# To do
Copy each line below containing "main".
--
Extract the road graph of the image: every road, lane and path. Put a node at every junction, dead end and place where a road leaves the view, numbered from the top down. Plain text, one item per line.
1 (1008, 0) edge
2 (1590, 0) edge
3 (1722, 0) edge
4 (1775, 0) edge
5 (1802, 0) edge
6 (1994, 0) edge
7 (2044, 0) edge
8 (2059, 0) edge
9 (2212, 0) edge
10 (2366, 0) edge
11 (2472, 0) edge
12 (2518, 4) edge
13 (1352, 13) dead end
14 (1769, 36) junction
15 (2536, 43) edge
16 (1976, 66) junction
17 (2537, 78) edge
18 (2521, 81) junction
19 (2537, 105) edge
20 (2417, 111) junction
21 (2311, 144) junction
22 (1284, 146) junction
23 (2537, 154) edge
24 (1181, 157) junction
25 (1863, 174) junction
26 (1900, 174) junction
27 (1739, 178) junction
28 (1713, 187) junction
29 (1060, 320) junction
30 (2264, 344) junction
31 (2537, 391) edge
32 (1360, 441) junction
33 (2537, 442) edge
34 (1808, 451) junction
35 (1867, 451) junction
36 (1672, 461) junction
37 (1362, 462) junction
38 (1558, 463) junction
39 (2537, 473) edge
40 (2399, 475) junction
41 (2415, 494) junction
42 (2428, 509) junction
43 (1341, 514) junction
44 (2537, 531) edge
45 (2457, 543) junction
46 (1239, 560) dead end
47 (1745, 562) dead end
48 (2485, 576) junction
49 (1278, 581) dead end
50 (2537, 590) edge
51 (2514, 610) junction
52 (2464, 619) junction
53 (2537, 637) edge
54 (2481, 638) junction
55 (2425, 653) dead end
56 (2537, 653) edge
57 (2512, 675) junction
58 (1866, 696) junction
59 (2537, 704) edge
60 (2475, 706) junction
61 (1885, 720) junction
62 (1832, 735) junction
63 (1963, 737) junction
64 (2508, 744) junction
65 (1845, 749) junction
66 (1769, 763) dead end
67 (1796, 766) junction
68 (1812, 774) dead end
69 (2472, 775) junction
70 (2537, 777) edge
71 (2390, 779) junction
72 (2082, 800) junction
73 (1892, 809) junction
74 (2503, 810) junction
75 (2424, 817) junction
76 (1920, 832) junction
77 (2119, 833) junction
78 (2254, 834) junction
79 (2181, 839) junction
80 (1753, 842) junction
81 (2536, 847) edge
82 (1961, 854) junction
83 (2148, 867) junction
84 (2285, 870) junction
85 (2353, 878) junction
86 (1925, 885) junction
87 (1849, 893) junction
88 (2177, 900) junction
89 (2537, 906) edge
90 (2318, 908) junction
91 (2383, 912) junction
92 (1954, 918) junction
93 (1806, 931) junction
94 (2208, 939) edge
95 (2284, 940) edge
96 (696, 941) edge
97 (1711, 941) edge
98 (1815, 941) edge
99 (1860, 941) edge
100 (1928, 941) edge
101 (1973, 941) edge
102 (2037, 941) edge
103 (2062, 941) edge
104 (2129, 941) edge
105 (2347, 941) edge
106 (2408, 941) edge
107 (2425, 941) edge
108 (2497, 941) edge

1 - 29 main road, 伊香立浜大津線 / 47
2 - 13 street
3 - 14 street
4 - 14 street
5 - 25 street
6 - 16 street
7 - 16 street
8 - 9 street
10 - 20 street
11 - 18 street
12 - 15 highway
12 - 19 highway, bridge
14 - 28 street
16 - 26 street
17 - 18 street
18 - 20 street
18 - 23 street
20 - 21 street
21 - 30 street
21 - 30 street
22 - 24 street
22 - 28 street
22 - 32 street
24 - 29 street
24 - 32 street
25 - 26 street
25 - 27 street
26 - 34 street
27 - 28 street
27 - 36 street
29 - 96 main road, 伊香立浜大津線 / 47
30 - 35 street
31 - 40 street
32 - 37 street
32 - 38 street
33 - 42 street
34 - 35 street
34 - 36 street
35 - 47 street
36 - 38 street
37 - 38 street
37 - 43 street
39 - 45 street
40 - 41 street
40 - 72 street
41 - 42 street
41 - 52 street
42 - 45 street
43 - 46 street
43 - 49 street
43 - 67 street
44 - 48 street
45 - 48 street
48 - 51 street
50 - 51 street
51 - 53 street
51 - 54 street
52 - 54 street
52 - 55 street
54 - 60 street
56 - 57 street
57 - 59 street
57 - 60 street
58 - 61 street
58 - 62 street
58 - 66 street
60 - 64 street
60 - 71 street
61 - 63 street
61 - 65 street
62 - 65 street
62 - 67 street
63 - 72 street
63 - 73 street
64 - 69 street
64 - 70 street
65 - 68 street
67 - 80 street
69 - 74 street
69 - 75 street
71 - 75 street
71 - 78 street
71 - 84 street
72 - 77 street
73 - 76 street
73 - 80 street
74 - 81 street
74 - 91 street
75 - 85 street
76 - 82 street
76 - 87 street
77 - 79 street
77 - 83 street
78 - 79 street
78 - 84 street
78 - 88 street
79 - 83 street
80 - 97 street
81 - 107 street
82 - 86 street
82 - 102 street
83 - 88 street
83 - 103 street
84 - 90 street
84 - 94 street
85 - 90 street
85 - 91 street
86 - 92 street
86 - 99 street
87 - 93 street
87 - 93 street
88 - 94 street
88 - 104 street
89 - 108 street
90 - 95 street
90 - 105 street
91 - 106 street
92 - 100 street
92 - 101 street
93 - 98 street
--
# Response box
1 - 29 main road, 伊香立浜大津線 / 47
29 - 96 main road, 伊香立浜大津線 / 47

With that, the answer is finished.